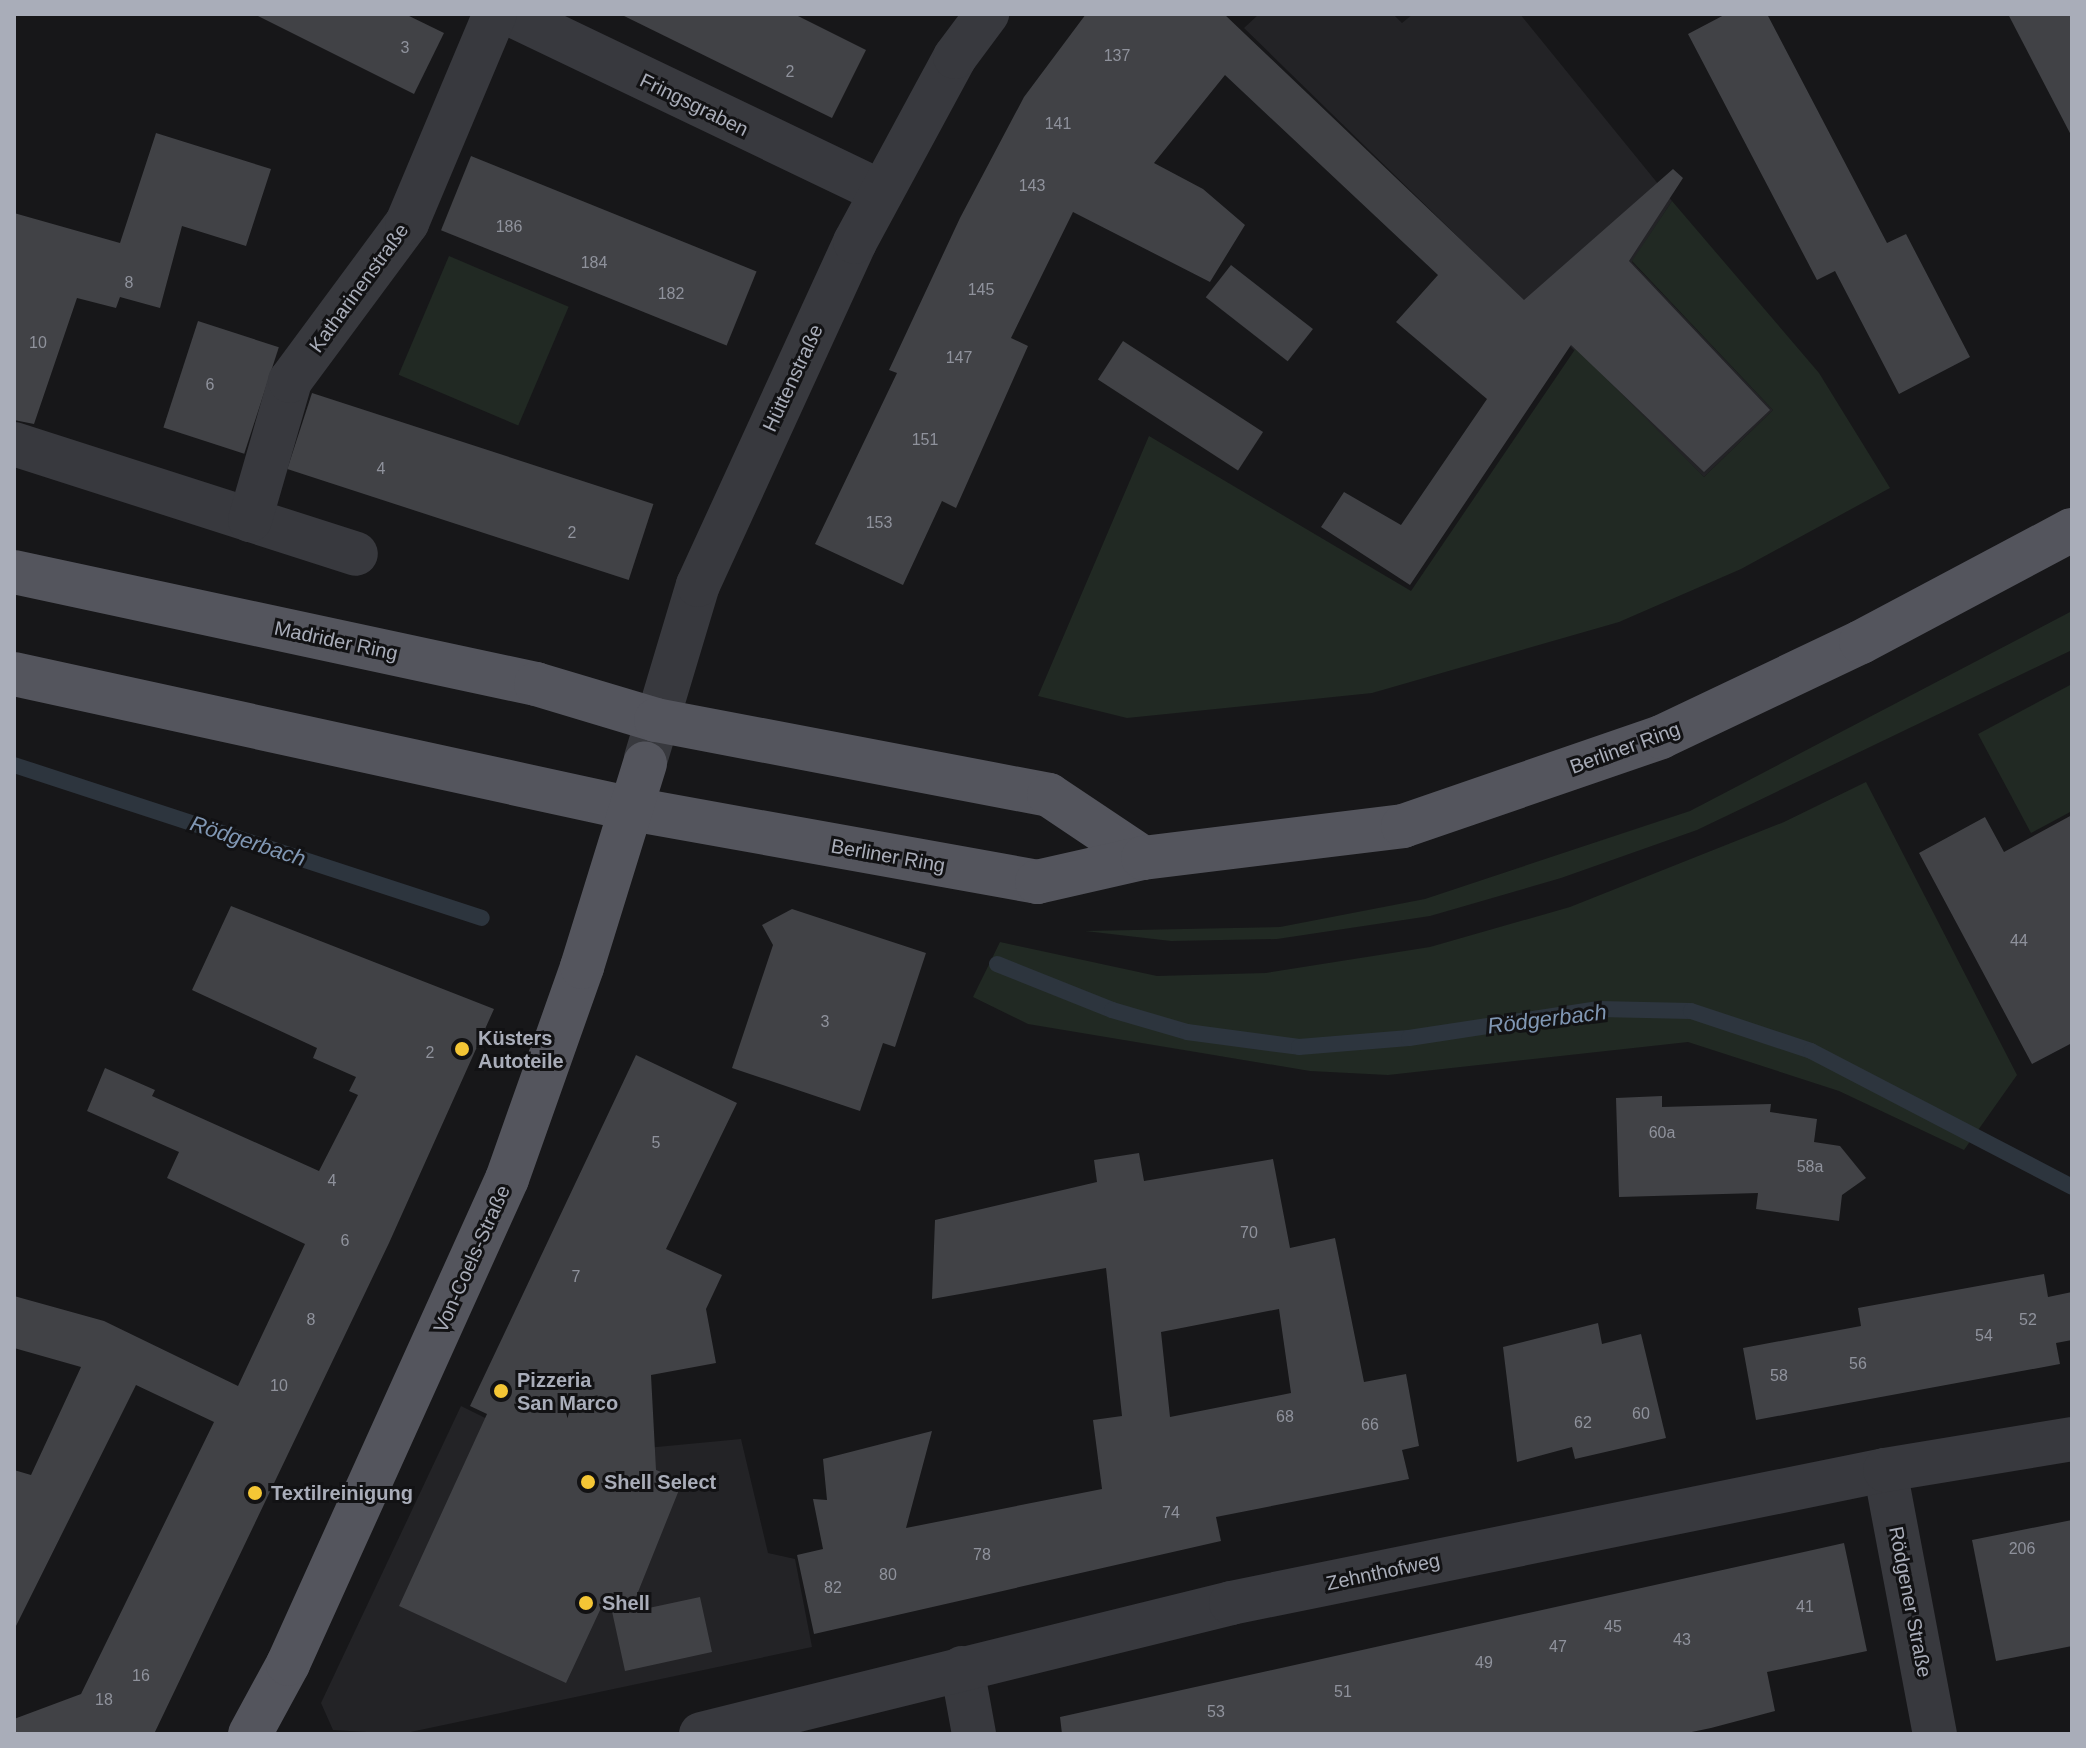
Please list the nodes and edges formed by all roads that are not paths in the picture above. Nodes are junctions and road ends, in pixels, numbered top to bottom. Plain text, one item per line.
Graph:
1 (495, 14) edge
2 (510, 14) edge
3 (987, 14) edge
4 (881, 192) junction
5 (14, 444) edge
6 (250, 520) junction
7 (2072, 530) edge
8 (356, 554) dead end
9 (14, 572) edge
10 (14, 674) edge
11 (656, 720) junction
12 (645, 764) joint
13 (632, 809) junction
14 (1143, 858) junction
15 (2072, 1439) edge
16 (1885, 1470) junction
17 (962, 1668) junction
18 (250, 1734) edge
19 (701, 1734) edge
20 (974, 1734) edge
21 (1935, 1734) edge

1 - 6 street, Katharinenstraße
2 - 4 street, Fringsgraben
3 - 4 street, Hüttenstraße
4 - 11 street, Hüttenstraße
5 - 6 street
6 - 8 street
7 - 14 main road, Berliner Ring
9 - 11 main road, Madrider Ring
10 - 13 main road
11 - 12 street, Hüttenstraße
11 - 14 main road
12 - 13 main road, Von-Coels-Straße
13 - 14 main road, Berliner Ring
13 - 18 main road, Von-Coels-Straße
15 - 16 street, Zehnthofweg
16 - 17 street, Zehnthofweg
16 - 21 street, Rödgener Straße
17 - 19 street, Zehnthofweg
17 - 20 street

--*--

- [Exercise objective]: Retype everything in the material word for word, minus pictures.

- [Task answer]:
Please list the nodes and edges formed by all roads that are not paths in the picture above. Nodes are junctions and road ends, in pixels, numbered top to bottom. Plain text, one item per line.
Graph:
1 (495, 14) edge
2 (510, 14) edge
3 (987, 14) edge
4 (881, 192) junction
5 (14, 444) edge
6 (250, 520) junction
7 (2072, 530) edge
8 (356, 554) dead end
9 (14, 572) edge
10 (14, 674) edge
11 (656, 720) junction
12 (645, 764) joint
13 (632, 809) junction
14 (1143, 858) junction
15 (2072, 1439) edge
16 (1885, 1470) junction
17 (962, 1668) junction
18 (250, 1734) edge
19 (701, 1734) edge
20 (974, 1734) edge
21 (1935, 1734) edge

1 - 6 street, Katharinenstraße
2 - 4 street, Fringsgraben
3 - 4 street, Hüttenstraße
4 - 11 street, Hüttenstraße
5 - 6 street
6 - 8 street
7 - 14 main road, Berliner Ring
9 - 11 main road, Madrider Ring
10 - 13 main road
11 - 12 street, Hüttenstraße
11 - 14 main road
12 - 13 main road, Von-Coels-Straße
13 - 14 main road, Berliner Ring
13 - 18 main road, Von-Coels-Straße
15 - 16 street, Zehnthofweg
16 - 17 street, Zehnthofweg
16 - 21 street, Rödgener Straße
17 - 19 street, Zehnthofweg
17 - 20 street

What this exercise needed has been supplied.